**Description of the task**.
Among the lines below, which ones contain the word "road"? Copy every such line.

**Records supplied**.
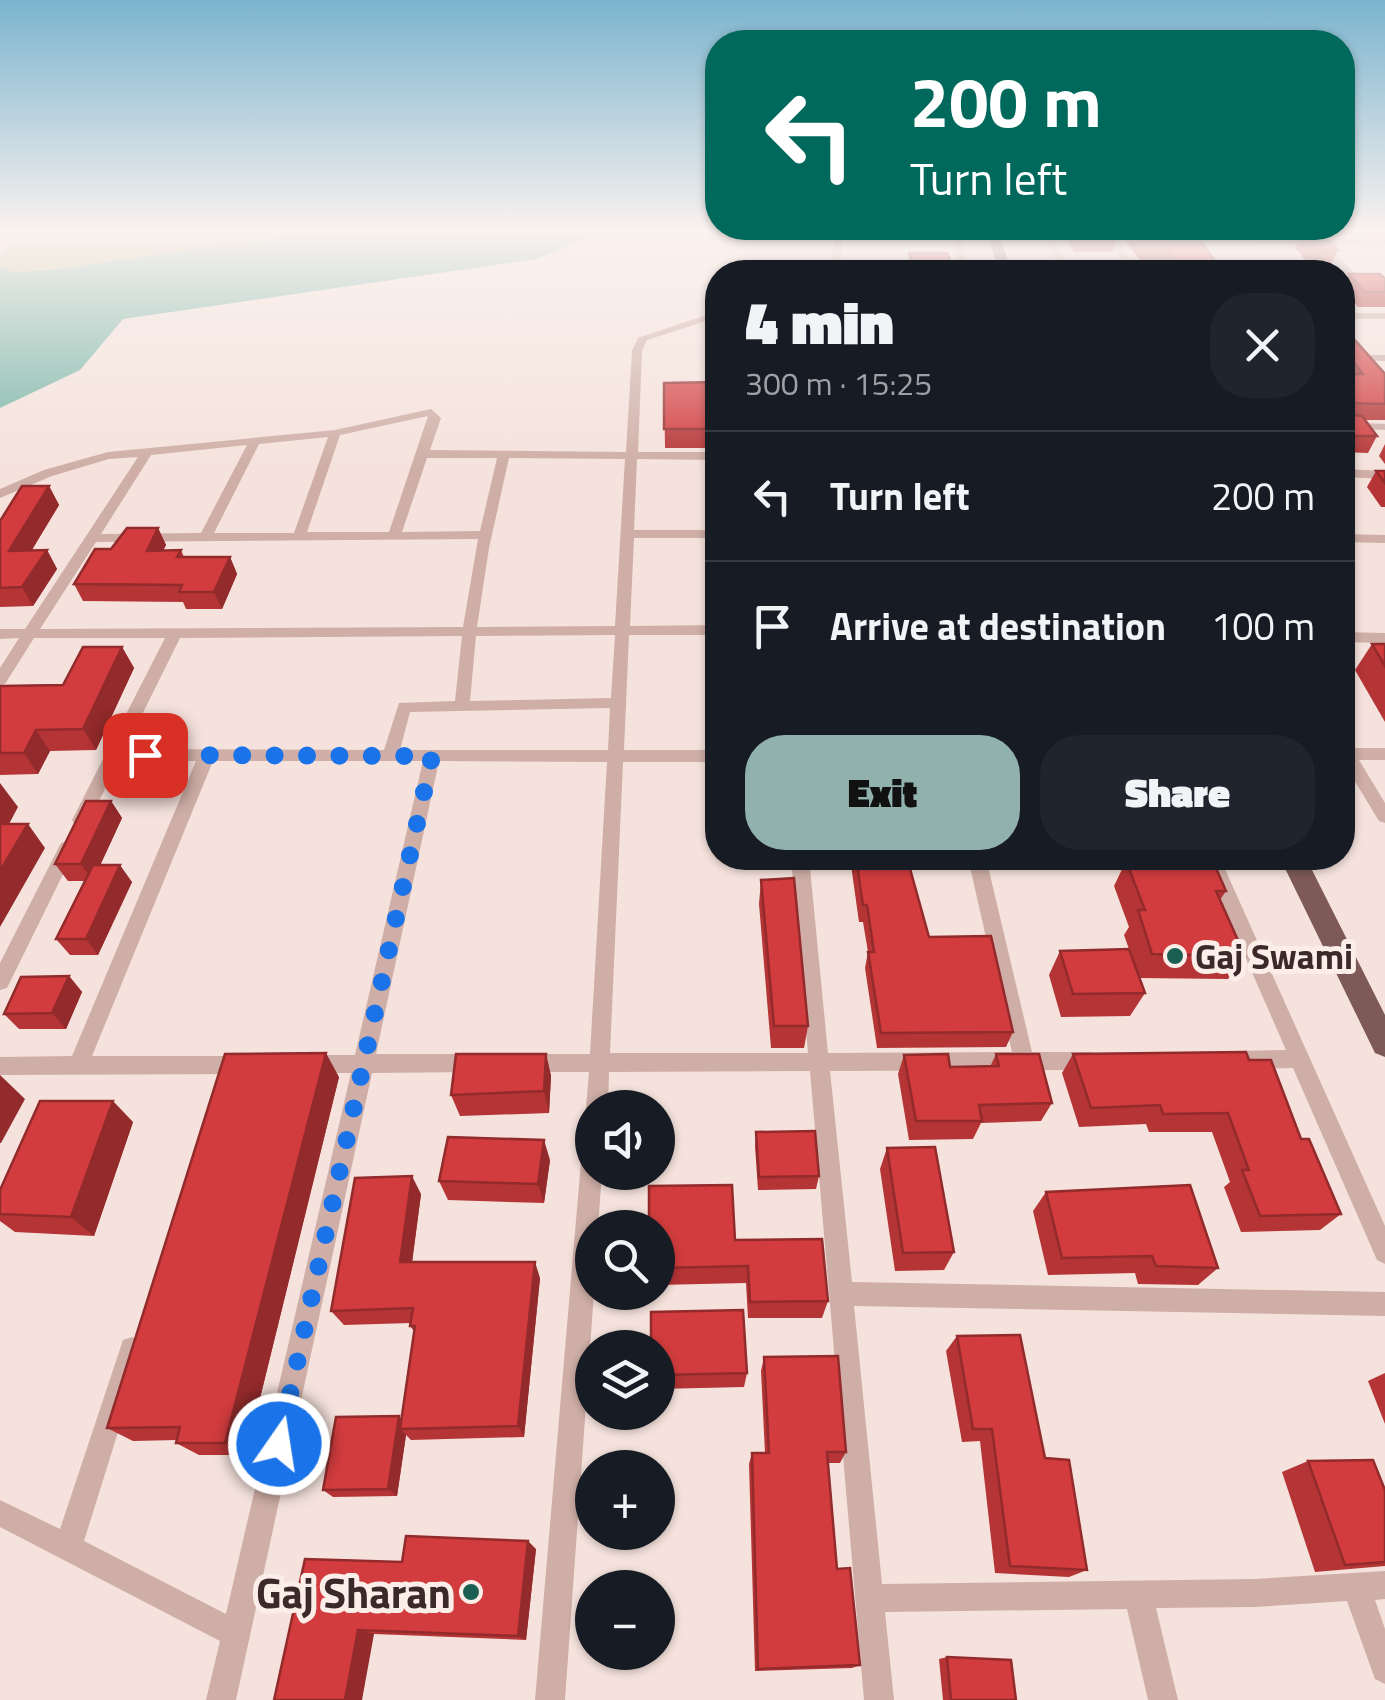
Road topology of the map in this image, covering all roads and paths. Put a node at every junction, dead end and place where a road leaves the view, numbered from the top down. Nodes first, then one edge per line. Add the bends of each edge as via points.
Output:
1 (1355, 316) edge
2 (1385, 316) edge
3 (705, 318) edge
4 (1355, 351) edge
5 (1360, 358) junction
6 (1385, 358) edge
7 (1368, 368) edge
8 (1355, 425) edge
9 (1385, 426) edge
10 (335, 433) junction
11 (255, 441) junction
12 (147, 452) junction
13 (422, 454) junction
14 (504, 455) junction
15 (705, 456) edge
16 (632, 457) junction
17 (1355, 474) edge
18 (1385, 475) edge
19 (0, 494) edge
20 (627, 534) junction
21 (705, 534) edge
22 (483, 535) junction
23 (394, 536) junction
24 (206, 537) junction
25 (299, 537) junction
26 (92, 538) junction
27 (1355, 538) edge
28 (1385, 539) edge
29 (705, 630) edge
30 (623, 631) junction
31 (468, 632) junction
32 (175, 633) junction
33 (0, 634) edge
34 (30, 634) junction
35 (1355, 637) edge
36 (1385, 638) edge
37 (0, 680) edge
38 (618, 703) junction
39 (462, 706) junction
40 (1355, 751) edge
41 (1385, 754) edge
42 (114, 755) junction
43 (207, 755) junction
44 (390, 756) junction
45 (432, 756) junction
46 (615, 756) junction
47 (705, 756) edge
48 (1355, 767) edge
49 (1385, 817) edge
50 (801, 870) edge
51 (981, 870) edge
52 (1216, 870) edge
53 (1300, 870) edge
54 (0, 982) edge
55 (1385, 1044) edge
56 (1221, 1060) edge
57 (1300, 1060) junction
58 (1103, 1061) edge
59 (600, 1062) junction
60 (1024, 1062) junction
61 (819, 1063) junction
62 (364, 1064) junction
63 (0, 1066) edge
64 (78, 1066) junction
65 (598, 1090) edge
66 (590, 1190) edge
67 (1385, 1252) edge
68 (841, 1294) junction
69 (1385, 1304) edge
70 (140, 1325) edge
71 (0, 1514) edge
72 (68, 1548) junction
73 (1371, 1586) edge
74 (1138, 1594) junction
75 (869, 1598) junction
76 (236, 1635) junction
77 (1385, 1668) edge
78 (222, 1700) edge
79 (550, 1700) edge
80 (880, 1700) edge
81 (1163, 1700) edge

1 - 2 street
3 - 16 street via 638,343
4 - 5 street
5 - 6 street
5 - 7 street
8 - 9 street
10 - 11 street
10 - 13 street via 431,412 435,418
10 - 25 street
11 - 12 street
11 - 24 street
12 - 19 street via 78,462
12 - 26 street
13 - 14 street
13 - 23 street
14 - 16 street
14 - 22 street
15 - 16 street
16 - 20 street
17 - 18 street
20 - 21 street
20 - 30 street
22 - 23 street
22 - 31 street
23 - 25 street
24 - 25 street
24 - 26 street
26 - 34 street
27 - 28 street
29 - 30 street
30 - 31 street
30 - 38 street
31 - 32 street
31 - 39 street
32 - 34 street
32 - 42 street
33 - 34 street
34 - 37 street
35 - 36 street
38 - 39 street
38 - 46 street
39 - 44 street via 404,707
40 - 41 street
42 - 43 street
42 - 54 street
43 - 44 street
43 - 64 street
44 - 45 street
45 - 46 street
45 - 62 street
46 - 47 street
46 - 59 street
48 - 49 street
50 - 61 street
51 - 60 street
52 - 57 street
53 - 55 main road
56 - 57 street
57 - 67 street
58 - 60 street
59 - 61 street
59 - 62 street
59 - 65 street
60 - 61 street
61 - 68 street
62 - 64 street via 274,1065 221,1074
62 - 76 street
63 - 64 street
66 - 79 street
68 - 69 street
68 - 75 street
70 - 72 street
71 - 72 street
72 - 76 street
73 - 74 street
73 - 77 street
74 - 75 street
74 - 81 street
75 - 80 street
76 - 78 street

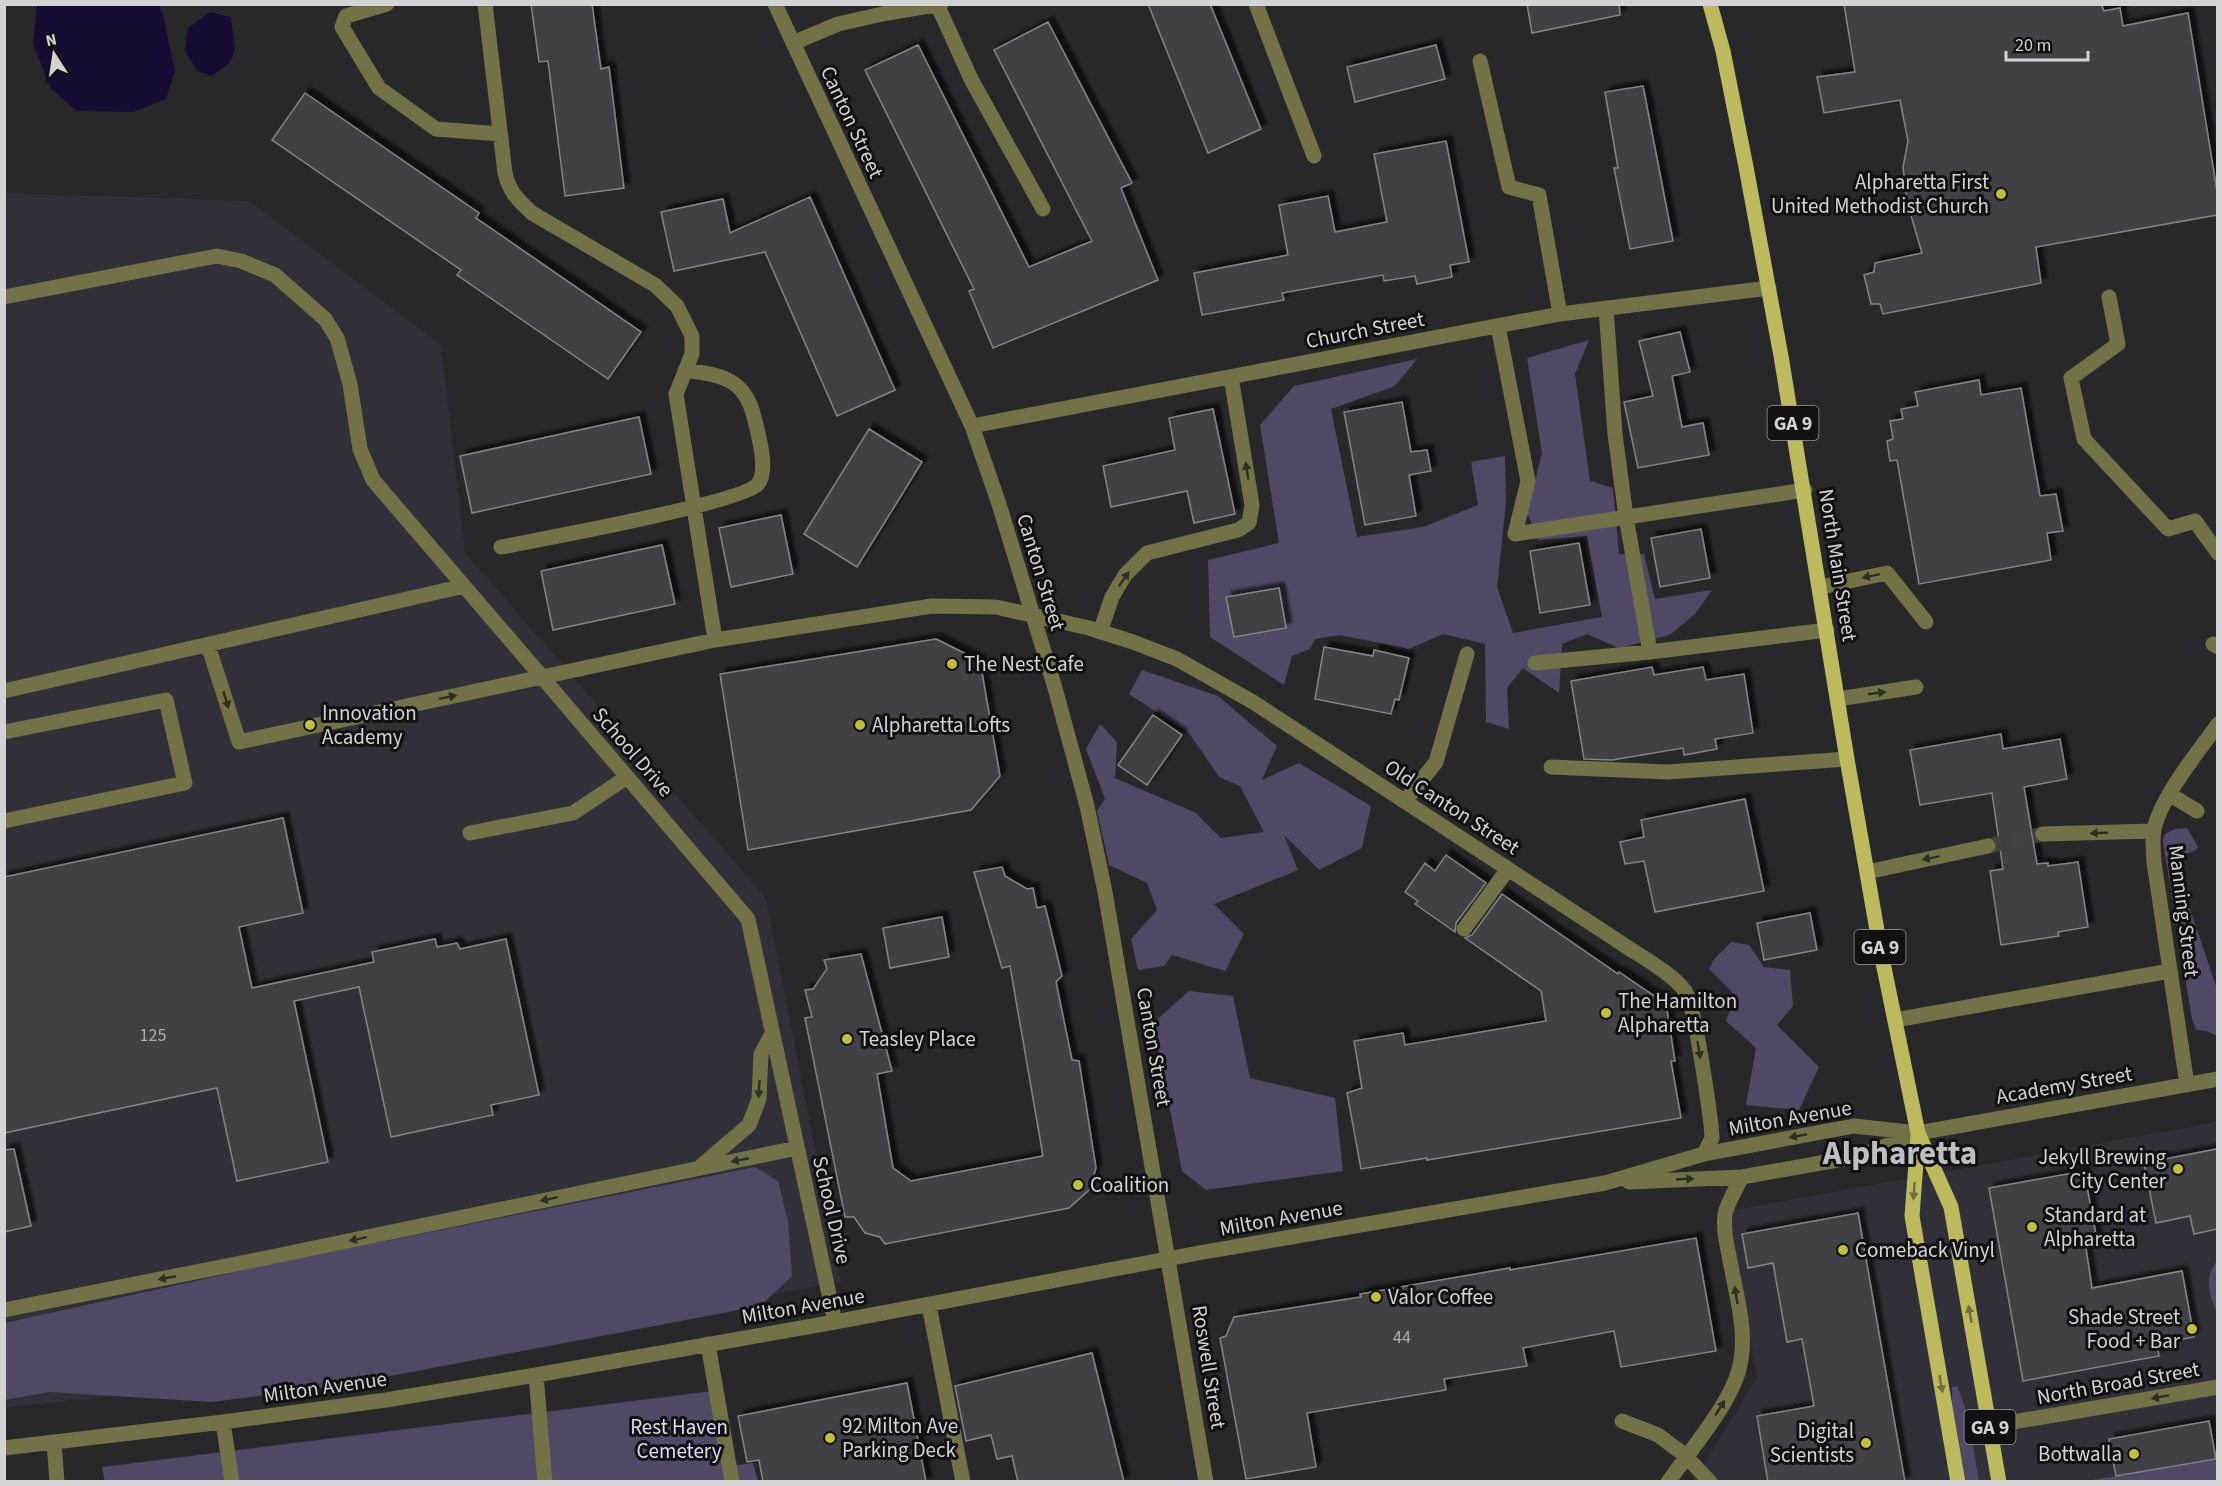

**Task result**.
Road topology of the map in this image, covering all roads and paths. Put a node at every junction, dead end and place where a road leaves the view, numbered from the top down. Nodes first, then one edge per line. Add the bends of each edge as via points.
53 - 55 main road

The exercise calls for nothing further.